== Segment start ==

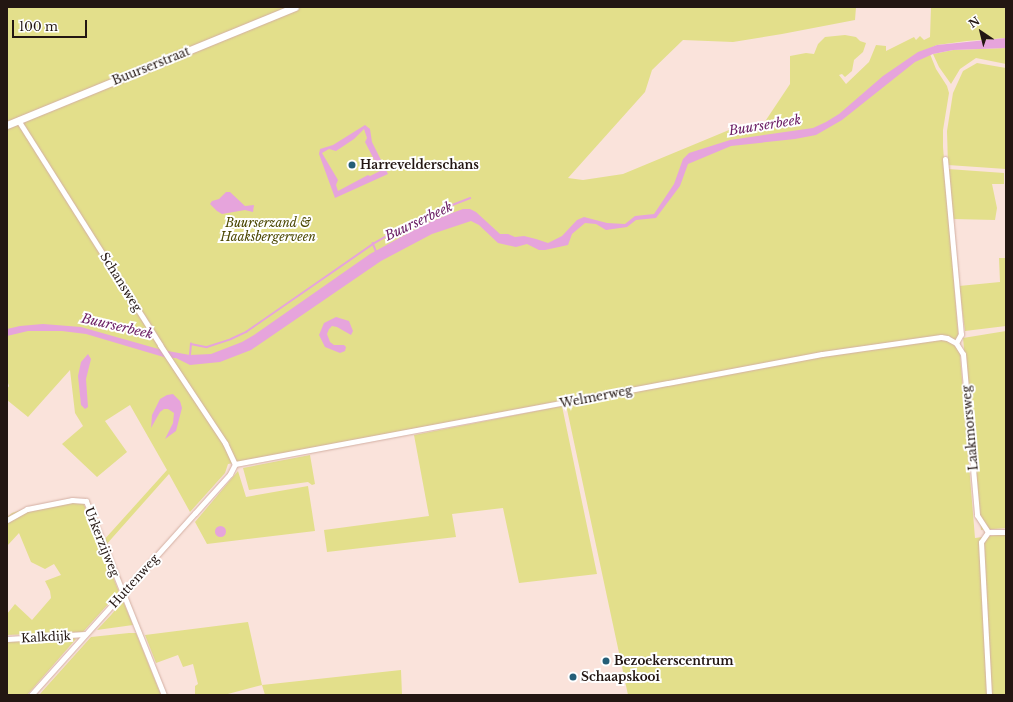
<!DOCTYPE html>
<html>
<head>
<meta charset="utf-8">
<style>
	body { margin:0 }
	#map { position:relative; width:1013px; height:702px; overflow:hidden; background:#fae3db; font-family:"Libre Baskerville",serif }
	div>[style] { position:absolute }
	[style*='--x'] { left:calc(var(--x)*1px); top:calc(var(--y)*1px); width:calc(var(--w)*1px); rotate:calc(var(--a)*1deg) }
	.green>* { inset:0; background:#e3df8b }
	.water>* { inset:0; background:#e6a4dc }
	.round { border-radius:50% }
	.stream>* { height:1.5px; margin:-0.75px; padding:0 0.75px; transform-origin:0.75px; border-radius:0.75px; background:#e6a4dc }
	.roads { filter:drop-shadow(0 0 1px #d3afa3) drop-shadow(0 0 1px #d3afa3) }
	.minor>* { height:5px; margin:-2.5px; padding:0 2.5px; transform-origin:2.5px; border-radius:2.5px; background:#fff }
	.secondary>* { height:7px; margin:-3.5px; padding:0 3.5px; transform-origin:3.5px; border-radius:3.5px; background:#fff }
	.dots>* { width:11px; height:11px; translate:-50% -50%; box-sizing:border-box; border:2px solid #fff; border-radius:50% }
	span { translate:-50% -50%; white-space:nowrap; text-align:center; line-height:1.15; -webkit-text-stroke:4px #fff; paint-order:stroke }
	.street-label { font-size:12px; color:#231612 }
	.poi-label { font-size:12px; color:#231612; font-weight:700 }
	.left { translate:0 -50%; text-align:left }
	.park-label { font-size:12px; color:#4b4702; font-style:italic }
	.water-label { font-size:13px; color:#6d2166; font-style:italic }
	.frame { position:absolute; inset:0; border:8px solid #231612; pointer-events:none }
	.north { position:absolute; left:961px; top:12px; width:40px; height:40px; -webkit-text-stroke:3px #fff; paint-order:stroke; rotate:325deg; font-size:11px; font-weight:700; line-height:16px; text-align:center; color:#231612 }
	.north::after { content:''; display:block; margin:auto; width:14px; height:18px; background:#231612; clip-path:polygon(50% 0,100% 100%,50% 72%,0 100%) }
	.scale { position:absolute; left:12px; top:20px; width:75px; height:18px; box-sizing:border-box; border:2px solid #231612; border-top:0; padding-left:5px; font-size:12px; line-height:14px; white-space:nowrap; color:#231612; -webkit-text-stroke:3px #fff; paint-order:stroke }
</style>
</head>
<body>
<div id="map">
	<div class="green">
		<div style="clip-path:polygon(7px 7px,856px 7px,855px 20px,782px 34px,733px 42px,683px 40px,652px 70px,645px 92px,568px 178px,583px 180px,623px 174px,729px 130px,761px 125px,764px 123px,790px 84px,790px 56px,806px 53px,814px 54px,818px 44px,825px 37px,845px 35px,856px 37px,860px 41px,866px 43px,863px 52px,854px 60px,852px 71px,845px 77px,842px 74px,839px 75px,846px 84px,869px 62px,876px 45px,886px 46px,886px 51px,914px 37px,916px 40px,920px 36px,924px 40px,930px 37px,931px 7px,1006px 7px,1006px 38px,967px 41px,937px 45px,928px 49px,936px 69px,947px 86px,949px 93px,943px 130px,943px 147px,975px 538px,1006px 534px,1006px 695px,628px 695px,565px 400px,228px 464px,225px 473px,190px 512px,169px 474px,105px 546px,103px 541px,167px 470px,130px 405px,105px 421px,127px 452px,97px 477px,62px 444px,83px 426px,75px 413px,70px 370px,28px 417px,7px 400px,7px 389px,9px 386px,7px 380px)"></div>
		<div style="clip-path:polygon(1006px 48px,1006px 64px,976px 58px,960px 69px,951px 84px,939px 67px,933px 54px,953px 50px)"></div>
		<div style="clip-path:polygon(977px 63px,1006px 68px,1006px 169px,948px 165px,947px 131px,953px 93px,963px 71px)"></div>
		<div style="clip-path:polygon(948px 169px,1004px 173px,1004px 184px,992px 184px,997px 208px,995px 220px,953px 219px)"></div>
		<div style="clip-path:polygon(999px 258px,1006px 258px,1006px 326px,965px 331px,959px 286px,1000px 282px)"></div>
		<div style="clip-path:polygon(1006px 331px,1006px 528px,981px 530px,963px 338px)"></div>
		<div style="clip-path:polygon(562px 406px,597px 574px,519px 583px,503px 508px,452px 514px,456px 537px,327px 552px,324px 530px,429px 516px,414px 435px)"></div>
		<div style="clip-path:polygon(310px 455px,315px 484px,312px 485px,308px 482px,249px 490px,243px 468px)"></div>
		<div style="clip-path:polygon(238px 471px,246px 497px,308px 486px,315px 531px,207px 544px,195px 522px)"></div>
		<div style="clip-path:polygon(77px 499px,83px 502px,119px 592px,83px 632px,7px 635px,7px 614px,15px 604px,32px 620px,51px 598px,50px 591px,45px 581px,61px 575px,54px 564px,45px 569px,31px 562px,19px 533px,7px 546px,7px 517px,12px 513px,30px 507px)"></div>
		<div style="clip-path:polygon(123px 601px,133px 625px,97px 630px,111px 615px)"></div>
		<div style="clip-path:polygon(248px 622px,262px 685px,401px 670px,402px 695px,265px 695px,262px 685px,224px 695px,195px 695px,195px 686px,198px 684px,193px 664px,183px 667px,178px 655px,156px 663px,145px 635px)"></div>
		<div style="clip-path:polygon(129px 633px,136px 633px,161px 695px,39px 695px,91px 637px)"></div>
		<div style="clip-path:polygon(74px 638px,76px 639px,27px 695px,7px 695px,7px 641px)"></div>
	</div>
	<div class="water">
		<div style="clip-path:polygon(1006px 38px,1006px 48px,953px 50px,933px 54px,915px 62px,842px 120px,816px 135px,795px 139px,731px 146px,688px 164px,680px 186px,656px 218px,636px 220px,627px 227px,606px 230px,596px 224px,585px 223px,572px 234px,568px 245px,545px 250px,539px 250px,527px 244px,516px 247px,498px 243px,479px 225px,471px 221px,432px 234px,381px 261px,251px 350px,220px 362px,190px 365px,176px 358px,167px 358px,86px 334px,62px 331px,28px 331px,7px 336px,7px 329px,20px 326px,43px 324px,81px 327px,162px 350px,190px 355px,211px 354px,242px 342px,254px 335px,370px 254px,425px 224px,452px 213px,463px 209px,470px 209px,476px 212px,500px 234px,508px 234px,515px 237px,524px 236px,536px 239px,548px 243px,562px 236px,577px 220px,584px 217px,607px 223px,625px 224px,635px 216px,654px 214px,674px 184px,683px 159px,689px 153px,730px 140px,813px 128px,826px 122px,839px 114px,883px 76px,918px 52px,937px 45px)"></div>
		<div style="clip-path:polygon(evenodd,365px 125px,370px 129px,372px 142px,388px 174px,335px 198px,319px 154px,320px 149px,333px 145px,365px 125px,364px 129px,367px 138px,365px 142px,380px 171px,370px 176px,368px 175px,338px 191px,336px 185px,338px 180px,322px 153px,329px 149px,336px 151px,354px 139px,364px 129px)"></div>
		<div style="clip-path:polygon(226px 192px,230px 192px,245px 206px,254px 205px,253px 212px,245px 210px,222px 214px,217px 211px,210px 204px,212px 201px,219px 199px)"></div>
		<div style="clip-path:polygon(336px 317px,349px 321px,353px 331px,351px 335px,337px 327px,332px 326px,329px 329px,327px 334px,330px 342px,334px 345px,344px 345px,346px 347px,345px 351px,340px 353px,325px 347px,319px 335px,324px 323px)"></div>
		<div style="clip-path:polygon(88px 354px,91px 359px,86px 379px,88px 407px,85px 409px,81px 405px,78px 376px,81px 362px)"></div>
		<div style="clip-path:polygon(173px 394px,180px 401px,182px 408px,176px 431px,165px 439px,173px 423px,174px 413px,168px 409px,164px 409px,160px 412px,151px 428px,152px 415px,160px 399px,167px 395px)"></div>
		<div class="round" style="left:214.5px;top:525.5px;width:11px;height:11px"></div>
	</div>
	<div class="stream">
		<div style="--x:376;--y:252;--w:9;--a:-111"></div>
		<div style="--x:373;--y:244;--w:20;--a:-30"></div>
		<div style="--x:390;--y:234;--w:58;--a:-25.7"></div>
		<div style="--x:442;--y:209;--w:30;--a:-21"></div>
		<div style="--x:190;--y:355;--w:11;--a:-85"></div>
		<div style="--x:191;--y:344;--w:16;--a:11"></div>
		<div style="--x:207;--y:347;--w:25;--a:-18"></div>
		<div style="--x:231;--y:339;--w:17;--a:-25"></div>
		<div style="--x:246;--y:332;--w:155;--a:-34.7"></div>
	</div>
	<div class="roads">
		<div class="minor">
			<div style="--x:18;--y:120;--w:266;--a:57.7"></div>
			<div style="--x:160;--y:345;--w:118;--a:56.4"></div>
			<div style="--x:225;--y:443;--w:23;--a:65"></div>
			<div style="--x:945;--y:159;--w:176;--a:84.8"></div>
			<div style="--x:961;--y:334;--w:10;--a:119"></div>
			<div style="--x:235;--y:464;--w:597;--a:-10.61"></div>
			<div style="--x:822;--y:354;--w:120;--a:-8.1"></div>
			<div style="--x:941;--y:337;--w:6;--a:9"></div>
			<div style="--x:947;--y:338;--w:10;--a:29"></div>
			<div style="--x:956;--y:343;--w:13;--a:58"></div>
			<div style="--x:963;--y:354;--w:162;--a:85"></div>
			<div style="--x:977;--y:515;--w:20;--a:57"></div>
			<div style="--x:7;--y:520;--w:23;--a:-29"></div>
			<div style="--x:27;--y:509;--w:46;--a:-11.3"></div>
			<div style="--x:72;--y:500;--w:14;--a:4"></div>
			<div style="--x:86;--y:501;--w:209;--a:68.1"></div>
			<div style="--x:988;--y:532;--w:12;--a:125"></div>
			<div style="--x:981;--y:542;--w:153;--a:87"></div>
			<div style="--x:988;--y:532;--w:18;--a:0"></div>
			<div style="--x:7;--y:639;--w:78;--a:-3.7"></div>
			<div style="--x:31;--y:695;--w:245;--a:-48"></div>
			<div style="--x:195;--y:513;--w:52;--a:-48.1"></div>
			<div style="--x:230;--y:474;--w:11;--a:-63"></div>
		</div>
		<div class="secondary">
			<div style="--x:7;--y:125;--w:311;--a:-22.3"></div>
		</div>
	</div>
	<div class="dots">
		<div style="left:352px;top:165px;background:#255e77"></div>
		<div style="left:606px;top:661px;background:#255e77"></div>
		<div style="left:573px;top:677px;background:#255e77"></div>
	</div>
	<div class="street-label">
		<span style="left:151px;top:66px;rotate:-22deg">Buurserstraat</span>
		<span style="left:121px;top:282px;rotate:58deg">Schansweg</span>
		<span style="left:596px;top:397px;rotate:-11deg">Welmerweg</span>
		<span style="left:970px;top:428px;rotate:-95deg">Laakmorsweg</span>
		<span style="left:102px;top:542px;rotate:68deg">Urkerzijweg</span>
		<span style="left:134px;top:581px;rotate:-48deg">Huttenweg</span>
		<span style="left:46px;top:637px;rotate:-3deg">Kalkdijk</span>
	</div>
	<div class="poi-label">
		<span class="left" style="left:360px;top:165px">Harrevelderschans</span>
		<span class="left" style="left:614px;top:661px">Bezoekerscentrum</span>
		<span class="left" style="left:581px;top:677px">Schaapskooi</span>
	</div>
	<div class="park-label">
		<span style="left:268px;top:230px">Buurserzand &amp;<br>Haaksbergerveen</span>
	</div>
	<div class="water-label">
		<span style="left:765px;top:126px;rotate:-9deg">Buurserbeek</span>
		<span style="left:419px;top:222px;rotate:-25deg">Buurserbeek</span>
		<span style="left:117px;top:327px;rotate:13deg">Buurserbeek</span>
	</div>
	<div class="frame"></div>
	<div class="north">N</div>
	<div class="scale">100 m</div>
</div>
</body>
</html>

== Segment end ==

* [Requirement]: Copy the records above from the first line through the line containing "font-size:12px; color:#231612; font-weight:700", both included, and leave out any pictures.

* [Written reply]:
<!DOCTYPE html>
<html>
<head>
<meta charset="utf-8">
<style>
	body { margin:0 }
	#map { position:relative; width:1013px; height:702px; overflow:hidden; background:#fae3db; font-family:"Libre Baskerville",serif }
	div>[style] { position:absolute }
	[style*='--x'] { left:calc(var(--x)*1px); top:calc(var(--y)*1px); width:calc(var(--w)*1px); rotate:calc(var(--a)*1deg) }
	.green>* { inset:0; background:#e3df8b }
	.water>* { inset:0; background:#e6a4dc }
	.round { border-radius:50% }
	.stream>* { height:1.5px; margin:-0.75px; padding:0 0.75px; transform-origin:0.75px; border-radius:0.75px; background:#e6a4dc }
	.roads { filter:drop-shadow(0 0 1px #d3afa3) drop-shadow(0 0 1px #d3afa3) }
	.minor>* { height:5px; margin:-2.5px; padding:0 2.5px; transform-origin:2.5px; border-radius:2.5px; background:#fff }
	.secondary>* { height:7px; margin:-3.5px; padding:0 3.5px; transform-origin:3.5px; border-radius:3.5px; background:#fff }
	.dots>* { width:11px; height:11px; translate:-50% -50%; box-sizing:border-box; border:2px solid #fff; border-radius:50% }
	span { translate:-50% -50%; white-space:nowrap; text-align:center; line-height:1.15; -webkit-text-stroke:4px #fff; paint-order:stroke }
	.street-label { font-size:12px; color:#231612 }
	.poi-label { font-size:12px; color:#231612; font-weight:700 }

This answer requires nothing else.